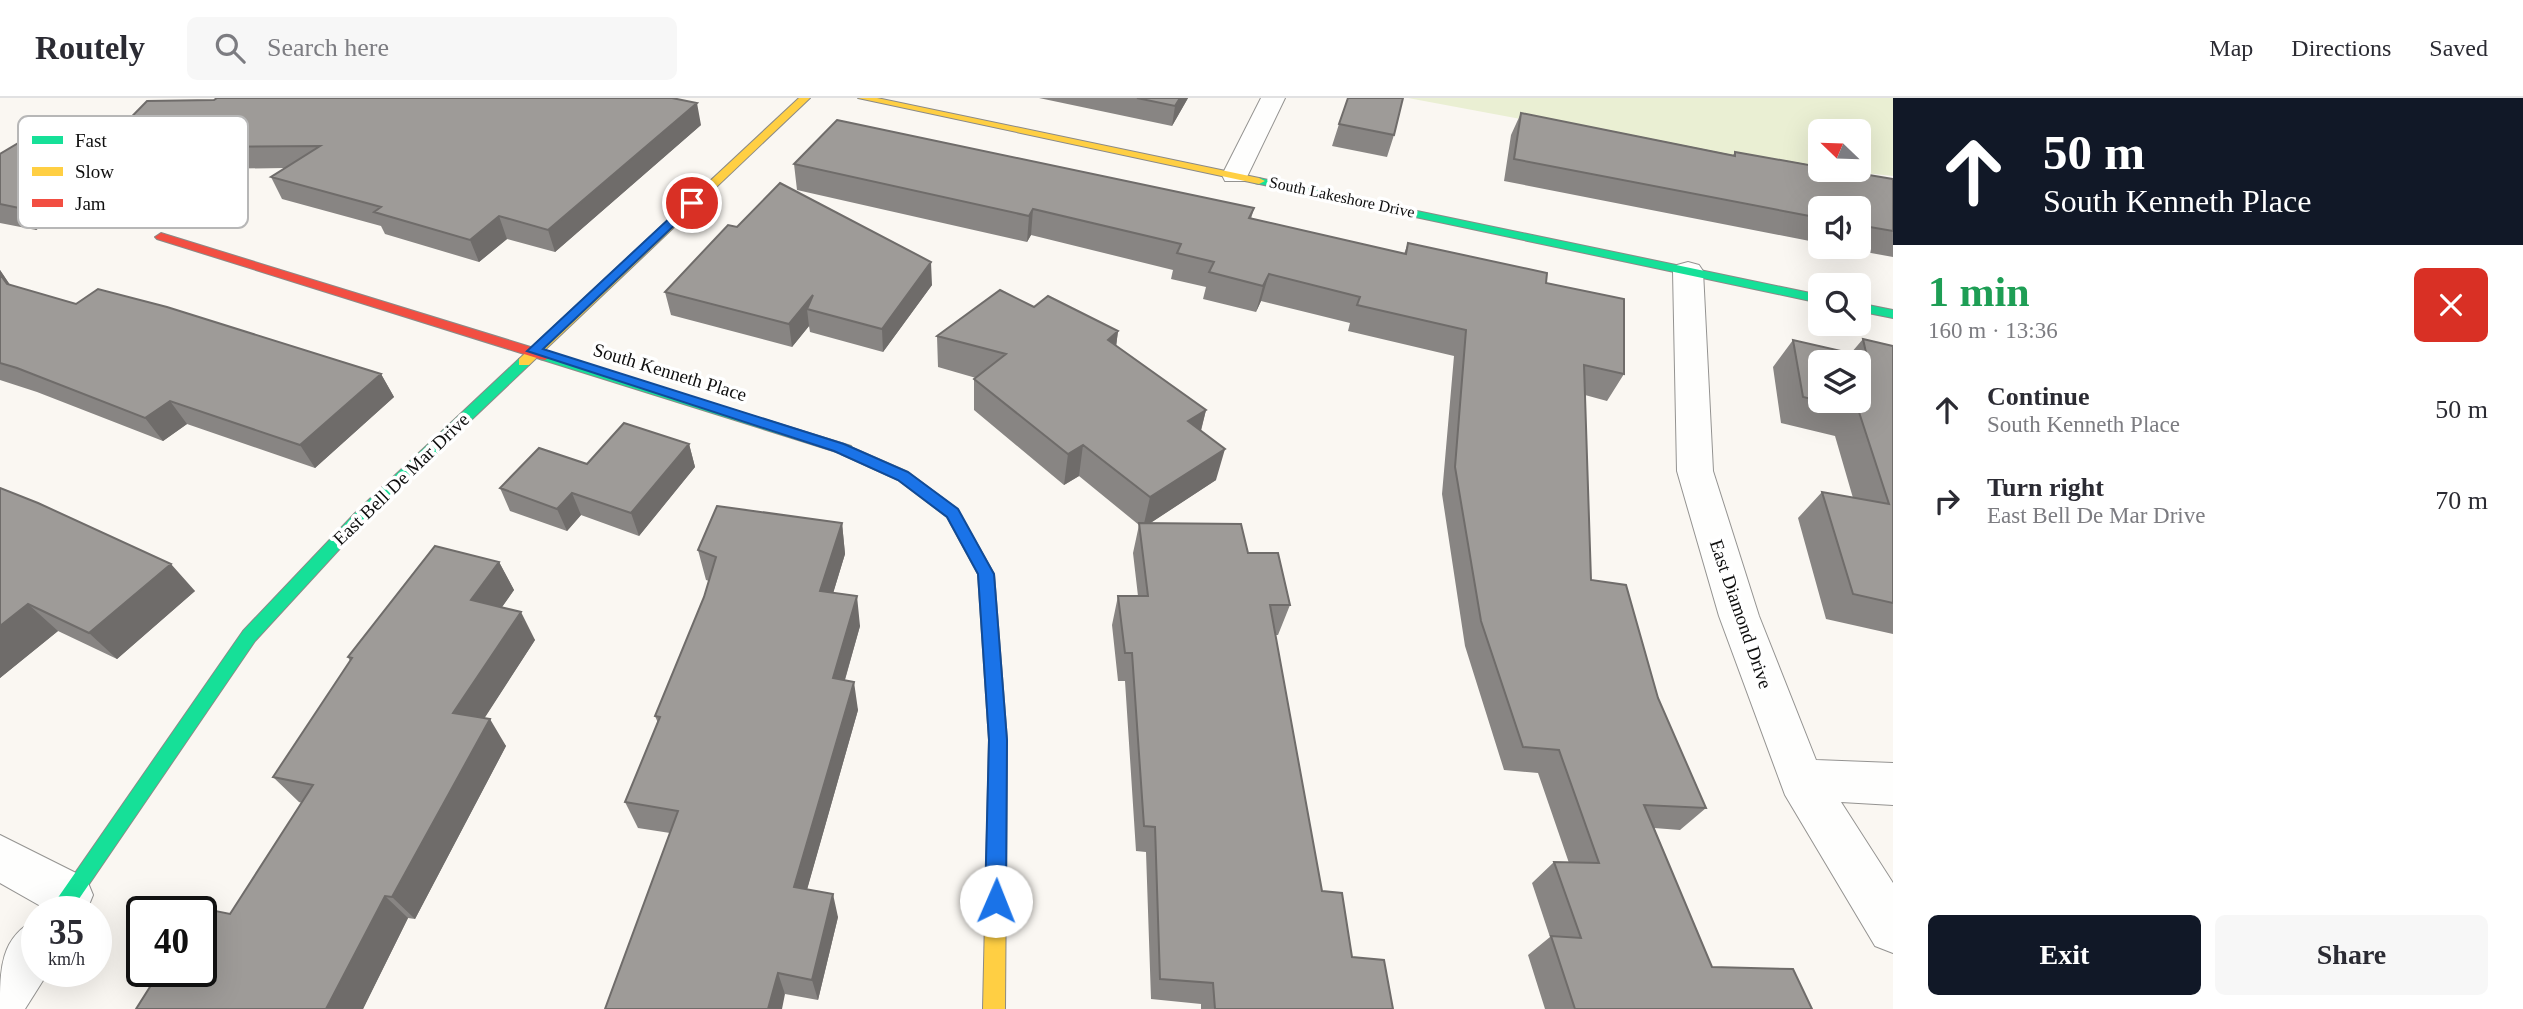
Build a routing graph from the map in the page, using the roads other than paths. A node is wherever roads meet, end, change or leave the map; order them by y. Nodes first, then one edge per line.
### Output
1 (804, 98) edge
2 (863, 98) edge
3 (1273, 98) edge
4 (1235, 175) junction
5 (161, 237) dead end
6 (1688, 271) junction
7 (1808, 296) edge
8 (1871, 310) edge
9 (1893, 314) edge
10 (534, 351) junction
11 (1801, 780) junction
12 (1893, 784) edge
13 (0, 858) edge
14 (53, 896) edge
15 (68, 896) edge
16 (1893, 928) edge
17 (21, 968) edge
18 (0, 1000) edge
19 (994, 1009) edge

1 - 10 street, East Bell De Mar Drive
2 - 4 street, South Lakeshore Drive
3 - 4 street
4 - 6 street, South Lakeshore Drive
5 - 10 street, South Kenneth Place
6 - 7 street, South Lakeshore Drive
6 - 11 street, East Diamond Drive
8 - 9 street
10 - 15 street, East Bell De Mar Drive
10 - 19 street, South Kenneth Place
11 - 12 street
11 - 16 street, East Diamond Drive
13 - 14 street
17 - 18 street

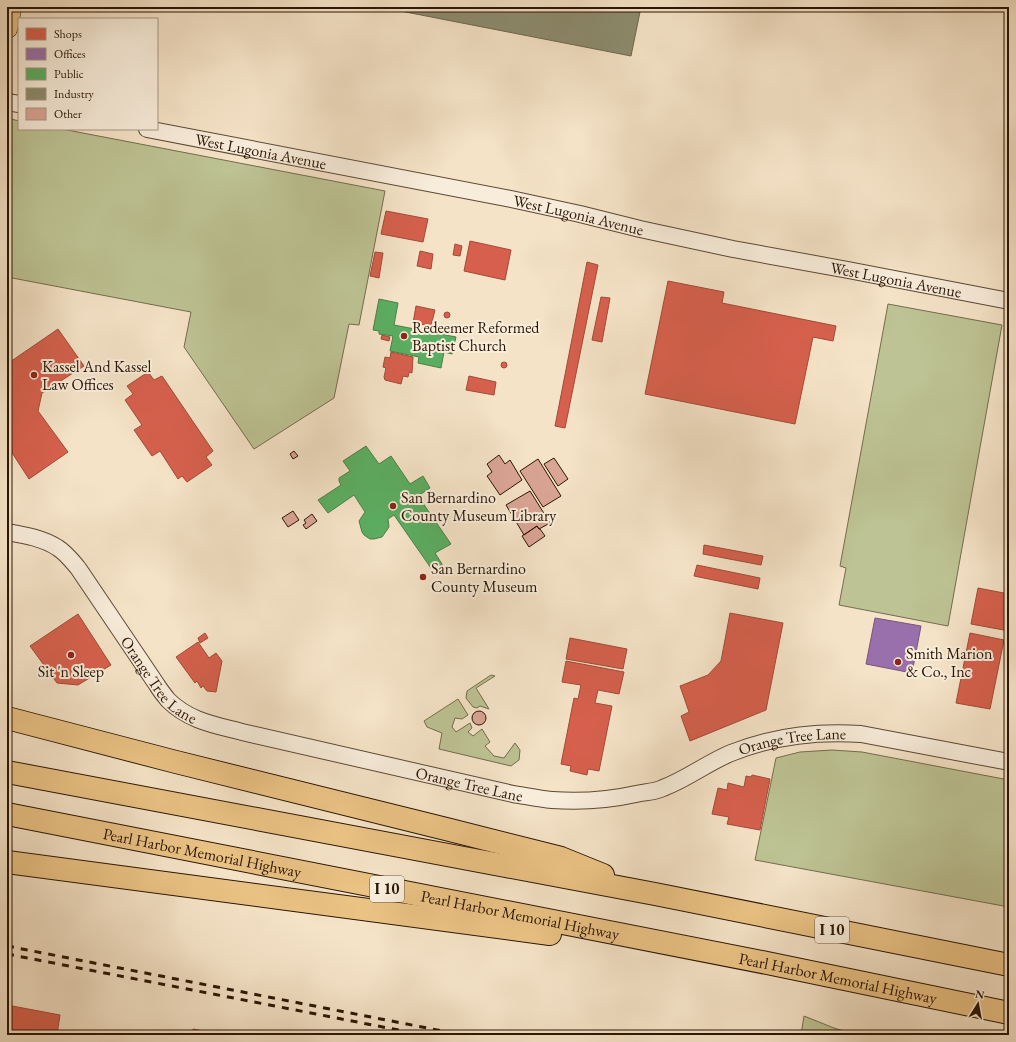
* * *
(WHAT IS NEEDED) Each entry is to be written out again word for word, and any pictures are to be omitted.

(ANSWER TO THE PROBLEM)
Build a routing graph from the map in the page, using the roads other than paths. A node is wherever roads meet, end, change or leave the map; order them by y. Nodes first, then one edge per line.
### Output
1 (804, 98) edge
2 (863, 98) edge
3 (1273, 98) edge
4 (1235, 175) junction
5 (161, 237) dead end
6 (1688, 271) junction
7 (1808, 296) edge
8 (1871, 310) edge
9 (1893, 314) edge
10 (534, 351) junction
11 (1801, 780) junction
12 (1893, 784) edge
13 (0, 858) edge
14 (53, 896) edge
15 (68, 896) edge
16 (1893, 928) edge
17 (21, 968) edge
18 (0, 1000) edge
19 (994, 1009) edge

1 - 10 street, East Bell De Mar Drive
2 - 4 street, South Lakeshore Drive
3 - 4 street
4 - 6 street, South Lakeshore Drive
5 - 10 street, South Kenneth Place
6 - 7 street, South Lakeshore Drive
6 - 11 street, East Diamond Drive
8 - 9 street
10 - 15 street, East Bell De Mar Drive
10 - 19 street, South Kenneth Place
11 - 12 street
11 - 16 street, East Diamond Drive
13 - 14 street
17 - 18 street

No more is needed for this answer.